Single by Styx

from the album Pieces of Eight
- B-side: "Sing for the Day"
- Released: March 1979 (US)
- Recorded: 1978
- Genre: Hard rock
- Length: 4:15
- Label: A&M
- Songwriter: Tommy Shaw
- Producer: Styx

Styx singles chronology
| "Sing for the Day" (1978) | "Renegade" (1979) | "Babe" (1979) |

Red vinyl pressing
- Limited edition release

= Renegade (Styx song) =

1979 song by Styx

"Renegade" is a 1979 hit song recorded by the American rock band Styx on their eighth studio album, Pieces of Eight.

Written and sung by singer/guitarist Tommy Shaw, "Renegade" is an uptempo hard rock song from the perspective of a wanted criminal who knows his choices will lead to his death. "Renegade" was a hit on both Canadian and American sales charts, and is often regarded as one of the band's best songs.

==Background==
The song is a first-person narrative of an outlaw, captured for a bounty, who recognizes that he is about to be executed for his criminal activities. The execution will be by hanging, as the outlaw laments "Hangman is coming down from the gallows, and I don't have very long." Some pressings of the single were made with translucent red vinyl. Years after its release, it remains a staple on classic rock radio playlists, and is usually the final song Styx plays at its concerts.

Although songwriter Tommy Shaw and fellow Styx guitarist James Young usually played lead guitar on their own compositions, Shaw asked Young to take the solo on "Renegade". Young agreed, and returned the favor by allowing Shaw to play lead on his "Half-Penny, Two-Penny" on the Paradise Theatre album. When performed live from 1978 to 1983, drummer John Panozzo increased the tempo of the drum pattern during the guitar solo sections. Also, the track would serve as the drum solo spot for Panozzo during that time frame.

==Reception==
Cash Box said it "opens with delicate a cappella singing which suddenly breaks into powerful drum beat and rhythm guitar work." Record World called it a "story ballad with high harmony vocals and a strong rock track" and said that it had to be released as a single due to heavy AOR play.

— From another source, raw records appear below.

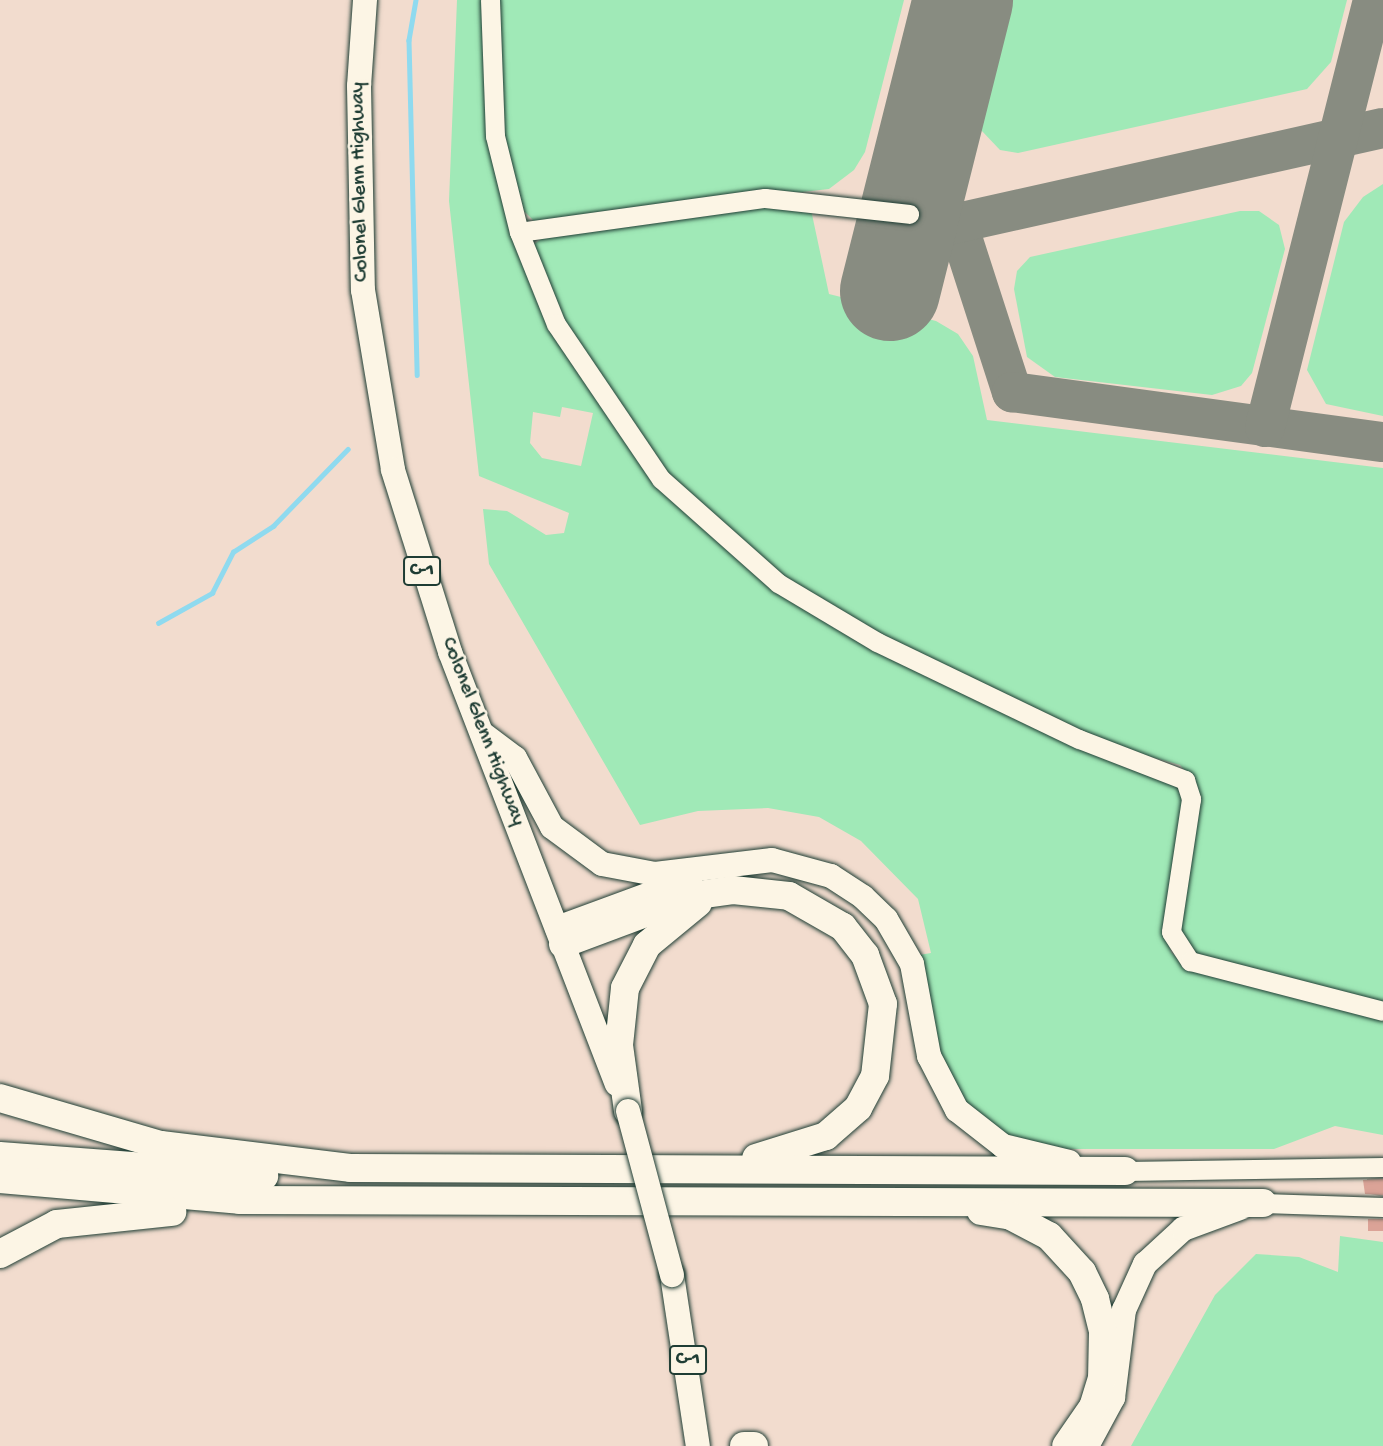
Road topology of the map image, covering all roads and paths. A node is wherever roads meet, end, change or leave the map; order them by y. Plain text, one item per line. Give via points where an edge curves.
1 (365, 0) edge
2 (489, 0) edge
3 (909, 214) dead end
4 (519, 232) junction
5 (483, 734) junction
6 (707, 867) junction
7 (711, 894) junction
8 (560, 936) junction
9 (1383, 1011) edge
10 (0, 1098) edge
11 (628, 1111) junction
12 (0, 1156) edge
13 (1383, 1158) edge
14 (1341, 1167) junction
15 (1383, 1167) edge
16 (349, 1168) junction
17 (708, 1170) junction
18 (1296, 1170) junction
19 (1125, 1171) junction
20 (0, 1180) edge
21 (1383, 1196) edge
22 (920, 1199) junction
23 (239, 1200) junction
24 (1263, 1203) junction
25 (1296, 1203) junction
26 (1341, 1205) junction
27 (1383, 1207) edge
28 (1383, 1217) edge
29 (0, 1254) edge
30 (698, 1446) edge
31 (744, 1446) edge
32 (754, 1446) edge
33 (1066, 1446) edge
34 (1087, 1446) edge

1 - 5 main road, Colonel Glenn Highway / C-1 via 359,124 363,290 371,359 414,547
2 - 4 street via 495,136
3 - 4 street via 782,197
4 - 9 street via 556,324 621,424 696,516 778,583 877,642 1079,739 1185,780 1191,799 1171,932 1190,961
5 - 6 main road via 515,758 552,827 588,857 636,873
5 - 8 main road, Colonel Glenn Highway / C-1
6 - 8 main road
6 - 19 main road via 752,858 793,863 863,897 909,957 935,1074 970,1124 1031,1156
7 - 8 highway
7 - 11 highway via 658,933 630,972 618,1026
7 - 17 highway via 775,892 818,908 843,927 874,971 885,1033 869,1092 844,1122 787,1153
8 - 11 main road, Colonel Glenn Highway / C-1
10 - 16 highway via 161,1145
11 - 30 main road, Colonel Glenn Highway / C-1, bridge via 672,1275
12 - 16 highway via 203,1175 331,1176
13 - 14 street
14 - 15 street
14 - 18 street
16 - 17 highway
17 - 19 highway
18 - 19 street
18 - 25 street
20 - 23 highway
21 - 26 street
22 - 23 highway
22 - 24 highway
22 - 33 highway via 1023,1221 1060,1246 1082,1272 1100,1315 1104,1364 1093,1407
23 - 29 highway via 222,1211 74,1220 38,1231
24 - 25 street
24 - 34 main road via 1191,1224 1145,1264 1124,1310 1113,1398
25 - 26 street
26 - 27 street
26 - 28 street via 1360,1216
31 - 32 highway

Louder Sound and Billboard ranked "Renegade" at number two and number four, respectively, on their lists of the 10 greatest Styx songs.

==Personnel==
- Tommy Shaw - lead vocals, rhythm guitar
- Dennis DeYoung - keyboards, backing vocals
- James "JY" Young - lead guitar, backing vocals
- Chuck Panozzo - bass guitar
- John Panozzo - drums

==Charts==

===Weekly charts===

| Chart (1979) | Peak position |
|---|---|
| Canada Top Singles (RPM) | 10 |
| US Billboard Hot 100 | 16 |

===Year-end charts===

| Chart (1979) | Peak position |
|---|---|
| Canada Top Singles (RPM) | 93 |
| US Billboard Hot 100 | 67 |

==In popular culture==
The song is often used in media:
- At Pittsburgh Steelers home games, between the 3rd and 4th quarters, prior to the defense taking the field (especially during close games). This tradition was started by Mike Marchinsky, Senior Manager of Alumni Relations and Youth Football. The song was played at the 2026 NFL draft which took place in Pittsburgh during Steelers player selections.
- MLB relief pitcher David Bednar, a native of Pittsburgh, uses the song as his walk-up music, and has been nicknamed "The Renegade" as a result. During the Yinzerpalooza weekend of July 2023, the Pittsburgh Pirates held a giveaway for a bobblehead of Bednar, who was playing for the Pirates at the time, that plays the song.
- Styx performed the song between periods of the 2011 NHL Winter Classic at the Pittsburgh Steelers' stadium, Heinz Field, on January 1, 2011.
- The song was used as walk-up music by Josh Hader during his tenure with the Milwaukee Brewers. He ceased using the song after leaving the Brewers in 2022.